If you’ve had a prior cesarean delivery, your provider will adjust the approach based on how far along you are. Before about 28 weeks, standard induction protocols are generally considered safe. After 28 weeks, gentler methods are used to reduce the small risk of the prior scar opening during labor.
What Labor and Delivery Feel Like
Physically, delivering a stillborn baby feels like any other labor. You will experience contractions that build in intensity over time, and you have the same pain relief options available to you, including an epidural. Many women choose an epidural both for physical comfort and because the emotional weight of the experience is already overwhelming.
The labor room is usually set apart from the regular maternity unit when possible. Your care team will give you time with your baby after delivery if you want it. Many hospitals have bereavement teams or counselors available during or shortly after the birth. You can hold your baby, take photographs, and gather keepsakes. There is no rush.
Physical Recovery Afterward
Your body recovers on the same timeline as it would after delivering a living baby, which can feel disorienting. In the first one to three days, you can expect bright red bleeding that requires frequent pad changes. Over the next week or so, the bleeding darkens and slows. By two to six weeks, it typically transitions to a lighter pink or clear discharge before stopping entirely.
You will likely feel cramping in the first day or two as your uterus contracts back to its pre-pregnancy size. These “afterpains” are normal and similar to strong menstrual cramps.

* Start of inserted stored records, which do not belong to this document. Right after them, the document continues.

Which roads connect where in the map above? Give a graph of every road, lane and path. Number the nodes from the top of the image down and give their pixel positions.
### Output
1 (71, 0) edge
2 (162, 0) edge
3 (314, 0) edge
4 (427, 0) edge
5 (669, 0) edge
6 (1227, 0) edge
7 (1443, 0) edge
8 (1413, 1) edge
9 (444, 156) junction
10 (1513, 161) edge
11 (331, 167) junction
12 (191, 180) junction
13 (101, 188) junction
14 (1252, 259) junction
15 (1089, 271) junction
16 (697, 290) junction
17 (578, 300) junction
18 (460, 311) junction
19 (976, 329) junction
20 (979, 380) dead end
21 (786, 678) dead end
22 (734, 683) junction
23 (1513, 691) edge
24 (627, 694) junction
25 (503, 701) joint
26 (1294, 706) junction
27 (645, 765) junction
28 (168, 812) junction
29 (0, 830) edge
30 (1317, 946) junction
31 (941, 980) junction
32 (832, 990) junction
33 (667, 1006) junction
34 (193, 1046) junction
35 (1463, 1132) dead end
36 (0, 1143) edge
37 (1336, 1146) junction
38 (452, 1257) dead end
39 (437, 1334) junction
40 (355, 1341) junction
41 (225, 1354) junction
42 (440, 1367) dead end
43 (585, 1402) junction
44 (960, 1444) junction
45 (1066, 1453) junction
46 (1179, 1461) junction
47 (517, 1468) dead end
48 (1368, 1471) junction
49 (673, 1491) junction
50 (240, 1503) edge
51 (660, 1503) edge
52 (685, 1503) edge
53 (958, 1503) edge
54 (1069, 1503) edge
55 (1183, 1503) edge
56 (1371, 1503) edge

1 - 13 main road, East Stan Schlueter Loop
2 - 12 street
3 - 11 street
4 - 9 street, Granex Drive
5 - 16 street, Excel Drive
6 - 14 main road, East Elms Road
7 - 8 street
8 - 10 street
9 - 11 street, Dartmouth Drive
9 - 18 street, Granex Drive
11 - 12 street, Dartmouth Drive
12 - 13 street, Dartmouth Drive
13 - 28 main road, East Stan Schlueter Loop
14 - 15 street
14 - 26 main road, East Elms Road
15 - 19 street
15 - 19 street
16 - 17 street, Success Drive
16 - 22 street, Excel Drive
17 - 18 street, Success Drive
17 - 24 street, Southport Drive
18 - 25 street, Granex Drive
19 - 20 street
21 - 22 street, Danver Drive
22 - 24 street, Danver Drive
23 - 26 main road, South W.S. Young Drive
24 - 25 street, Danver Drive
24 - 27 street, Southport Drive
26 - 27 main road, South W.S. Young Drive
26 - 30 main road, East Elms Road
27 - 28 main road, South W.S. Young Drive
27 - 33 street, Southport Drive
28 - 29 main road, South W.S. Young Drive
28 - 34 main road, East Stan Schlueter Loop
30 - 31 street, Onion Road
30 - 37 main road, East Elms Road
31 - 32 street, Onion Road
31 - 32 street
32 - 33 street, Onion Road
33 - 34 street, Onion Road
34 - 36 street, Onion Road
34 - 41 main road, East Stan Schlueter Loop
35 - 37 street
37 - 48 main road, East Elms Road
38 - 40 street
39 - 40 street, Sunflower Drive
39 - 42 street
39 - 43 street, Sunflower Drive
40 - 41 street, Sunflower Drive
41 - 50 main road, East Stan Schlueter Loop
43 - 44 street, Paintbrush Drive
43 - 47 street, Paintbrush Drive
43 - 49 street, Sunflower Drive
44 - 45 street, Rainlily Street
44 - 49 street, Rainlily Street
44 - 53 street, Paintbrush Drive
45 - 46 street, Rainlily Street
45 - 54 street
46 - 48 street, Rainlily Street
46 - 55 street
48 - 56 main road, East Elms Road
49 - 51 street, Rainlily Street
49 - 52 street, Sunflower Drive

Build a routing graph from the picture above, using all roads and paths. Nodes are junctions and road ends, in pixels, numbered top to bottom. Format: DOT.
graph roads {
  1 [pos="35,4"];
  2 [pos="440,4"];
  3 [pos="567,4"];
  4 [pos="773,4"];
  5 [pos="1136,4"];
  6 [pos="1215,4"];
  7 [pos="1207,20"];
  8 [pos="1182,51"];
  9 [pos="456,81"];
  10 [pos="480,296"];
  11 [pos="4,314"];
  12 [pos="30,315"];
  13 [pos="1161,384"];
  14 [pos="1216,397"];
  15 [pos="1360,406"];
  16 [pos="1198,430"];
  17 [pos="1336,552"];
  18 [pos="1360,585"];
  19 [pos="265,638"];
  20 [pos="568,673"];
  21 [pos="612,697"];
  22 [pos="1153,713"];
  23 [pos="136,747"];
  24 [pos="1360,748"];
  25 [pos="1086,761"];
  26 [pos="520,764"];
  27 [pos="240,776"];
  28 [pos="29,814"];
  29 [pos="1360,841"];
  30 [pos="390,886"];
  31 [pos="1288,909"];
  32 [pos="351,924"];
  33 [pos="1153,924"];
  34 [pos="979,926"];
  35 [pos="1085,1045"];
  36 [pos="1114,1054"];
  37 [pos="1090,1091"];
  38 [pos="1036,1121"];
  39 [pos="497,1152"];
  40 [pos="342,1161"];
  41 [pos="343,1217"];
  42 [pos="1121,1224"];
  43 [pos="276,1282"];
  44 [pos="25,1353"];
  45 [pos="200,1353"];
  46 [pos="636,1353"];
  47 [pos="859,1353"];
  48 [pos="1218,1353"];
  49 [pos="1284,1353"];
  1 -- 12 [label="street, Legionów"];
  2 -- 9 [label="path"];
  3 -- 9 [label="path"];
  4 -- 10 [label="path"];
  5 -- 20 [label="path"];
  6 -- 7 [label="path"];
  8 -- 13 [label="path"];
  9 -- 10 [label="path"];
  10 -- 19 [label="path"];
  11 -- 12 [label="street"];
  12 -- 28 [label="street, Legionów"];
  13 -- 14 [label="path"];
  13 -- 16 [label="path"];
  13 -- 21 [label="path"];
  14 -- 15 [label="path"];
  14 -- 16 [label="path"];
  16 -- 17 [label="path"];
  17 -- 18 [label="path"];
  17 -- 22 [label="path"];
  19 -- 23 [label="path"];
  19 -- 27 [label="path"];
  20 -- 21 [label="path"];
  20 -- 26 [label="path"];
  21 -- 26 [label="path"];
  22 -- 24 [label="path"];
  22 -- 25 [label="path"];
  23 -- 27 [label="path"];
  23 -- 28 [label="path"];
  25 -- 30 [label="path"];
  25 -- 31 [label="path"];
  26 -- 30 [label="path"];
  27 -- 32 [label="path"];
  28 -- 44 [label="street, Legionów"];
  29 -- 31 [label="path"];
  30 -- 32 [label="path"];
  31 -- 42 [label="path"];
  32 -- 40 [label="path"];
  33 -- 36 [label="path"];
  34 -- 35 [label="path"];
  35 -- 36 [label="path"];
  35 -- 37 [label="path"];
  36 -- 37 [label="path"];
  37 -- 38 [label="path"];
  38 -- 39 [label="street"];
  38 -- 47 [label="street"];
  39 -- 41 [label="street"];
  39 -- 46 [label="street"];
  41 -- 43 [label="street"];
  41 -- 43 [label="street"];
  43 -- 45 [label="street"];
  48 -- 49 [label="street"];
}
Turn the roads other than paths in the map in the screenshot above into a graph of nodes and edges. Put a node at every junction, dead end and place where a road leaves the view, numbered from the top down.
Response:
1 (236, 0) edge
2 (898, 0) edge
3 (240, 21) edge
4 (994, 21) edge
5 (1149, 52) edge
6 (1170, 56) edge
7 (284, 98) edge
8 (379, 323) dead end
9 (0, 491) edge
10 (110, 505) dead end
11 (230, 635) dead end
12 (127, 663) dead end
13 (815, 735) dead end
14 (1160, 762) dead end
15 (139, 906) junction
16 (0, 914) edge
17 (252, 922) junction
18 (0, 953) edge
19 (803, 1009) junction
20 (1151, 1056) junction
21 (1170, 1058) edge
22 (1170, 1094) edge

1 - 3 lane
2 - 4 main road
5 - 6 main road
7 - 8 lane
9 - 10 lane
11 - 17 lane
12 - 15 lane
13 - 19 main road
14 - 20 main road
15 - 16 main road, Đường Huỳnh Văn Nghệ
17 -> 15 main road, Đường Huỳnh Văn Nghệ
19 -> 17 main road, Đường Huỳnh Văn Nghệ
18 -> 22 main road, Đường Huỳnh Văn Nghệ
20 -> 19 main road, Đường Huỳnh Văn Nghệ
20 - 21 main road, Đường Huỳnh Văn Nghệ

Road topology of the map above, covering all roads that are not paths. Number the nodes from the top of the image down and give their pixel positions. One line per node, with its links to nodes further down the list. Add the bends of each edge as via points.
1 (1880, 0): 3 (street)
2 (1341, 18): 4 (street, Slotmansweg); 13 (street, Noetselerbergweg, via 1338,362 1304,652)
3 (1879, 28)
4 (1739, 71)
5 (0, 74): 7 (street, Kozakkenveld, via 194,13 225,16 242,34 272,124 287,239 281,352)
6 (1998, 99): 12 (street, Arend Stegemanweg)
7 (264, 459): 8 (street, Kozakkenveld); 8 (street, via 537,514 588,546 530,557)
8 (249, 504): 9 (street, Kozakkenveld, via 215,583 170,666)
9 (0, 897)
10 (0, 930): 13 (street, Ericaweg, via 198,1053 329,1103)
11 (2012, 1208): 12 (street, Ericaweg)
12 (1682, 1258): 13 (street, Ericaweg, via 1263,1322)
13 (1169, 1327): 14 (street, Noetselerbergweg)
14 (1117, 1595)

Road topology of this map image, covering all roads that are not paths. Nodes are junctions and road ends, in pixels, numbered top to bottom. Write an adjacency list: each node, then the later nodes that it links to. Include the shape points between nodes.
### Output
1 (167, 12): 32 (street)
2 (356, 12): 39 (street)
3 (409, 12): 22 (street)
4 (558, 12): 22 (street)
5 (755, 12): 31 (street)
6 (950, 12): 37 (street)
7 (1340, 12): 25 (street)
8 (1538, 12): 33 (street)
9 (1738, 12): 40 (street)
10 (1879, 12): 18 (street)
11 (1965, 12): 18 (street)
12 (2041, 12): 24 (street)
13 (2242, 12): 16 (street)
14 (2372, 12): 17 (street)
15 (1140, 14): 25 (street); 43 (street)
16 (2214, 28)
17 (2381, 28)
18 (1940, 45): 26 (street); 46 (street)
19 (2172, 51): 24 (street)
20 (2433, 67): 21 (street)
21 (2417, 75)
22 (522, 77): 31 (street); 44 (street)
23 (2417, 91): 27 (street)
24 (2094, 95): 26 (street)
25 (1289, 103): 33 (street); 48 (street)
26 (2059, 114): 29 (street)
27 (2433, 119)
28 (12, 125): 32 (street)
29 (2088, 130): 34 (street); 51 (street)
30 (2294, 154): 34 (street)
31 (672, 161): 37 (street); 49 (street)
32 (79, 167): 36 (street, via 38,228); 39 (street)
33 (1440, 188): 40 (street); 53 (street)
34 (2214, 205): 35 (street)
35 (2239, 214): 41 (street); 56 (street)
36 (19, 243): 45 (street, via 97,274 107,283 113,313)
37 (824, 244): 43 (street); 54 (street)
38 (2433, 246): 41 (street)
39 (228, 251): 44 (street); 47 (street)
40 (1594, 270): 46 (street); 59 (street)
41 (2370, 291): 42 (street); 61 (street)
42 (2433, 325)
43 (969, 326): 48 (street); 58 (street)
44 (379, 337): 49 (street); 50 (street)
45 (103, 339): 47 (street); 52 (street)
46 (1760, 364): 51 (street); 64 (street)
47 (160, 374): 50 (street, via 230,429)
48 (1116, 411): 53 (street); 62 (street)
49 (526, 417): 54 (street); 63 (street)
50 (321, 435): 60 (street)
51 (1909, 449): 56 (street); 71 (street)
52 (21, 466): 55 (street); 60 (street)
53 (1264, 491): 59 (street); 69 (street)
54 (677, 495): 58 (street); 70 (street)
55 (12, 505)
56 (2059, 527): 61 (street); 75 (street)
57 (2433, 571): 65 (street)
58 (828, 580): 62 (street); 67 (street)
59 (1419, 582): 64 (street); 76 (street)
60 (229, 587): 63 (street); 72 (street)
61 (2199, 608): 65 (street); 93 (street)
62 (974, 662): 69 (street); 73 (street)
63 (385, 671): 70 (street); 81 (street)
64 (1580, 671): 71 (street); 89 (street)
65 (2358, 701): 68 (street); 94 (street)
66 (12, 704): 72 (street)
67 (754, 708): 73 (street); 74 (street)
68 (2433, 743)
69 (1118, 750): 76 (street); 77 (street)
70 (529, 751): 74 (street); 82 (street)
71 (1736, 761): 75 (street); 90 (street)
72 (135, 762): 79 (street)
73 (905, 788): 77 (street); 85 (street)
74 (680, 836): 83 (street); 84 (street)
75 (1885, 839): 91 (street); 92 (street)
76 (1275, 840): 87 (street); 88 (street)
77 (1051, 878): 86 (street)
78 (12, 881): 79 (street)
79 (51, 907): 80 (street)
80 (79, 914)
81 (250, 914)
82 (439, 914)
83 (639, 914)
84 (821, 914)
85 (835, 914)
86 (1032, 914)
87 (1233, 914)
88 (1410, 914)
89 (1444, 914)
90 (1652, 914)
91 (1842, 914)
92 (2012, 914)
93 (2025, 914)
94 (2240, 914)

One of the more difficult physical realities is that your body may still produce breast milk. Engorgement usually begins a few days after delivery. A firm-fitting, non-wired bra can help with discomfort, and your provider can prescribe medication to suppress milk production if you choose. Some women need a second dose. This is one of the aspects that catches many people off guard, and it’s worth knowing about in advance so you can plan for it.
Cesarean Delivery for Stillbirth
Cesarean sections are rarely recommended for delivering a stillborn baby. Because a C-section carries surgical risks and affects future pregnancies, vaginal delivery is preferred whenever it’s safely possible. A cesarean may be necessary if there’s a medical emergency affecting the mother, such as severe bleeding or infection, or if the baby’s position makes vaginal delivery unsafe. But for most women, even those who have had a previous cesarean, vaginal delivery through induction is the recommended route.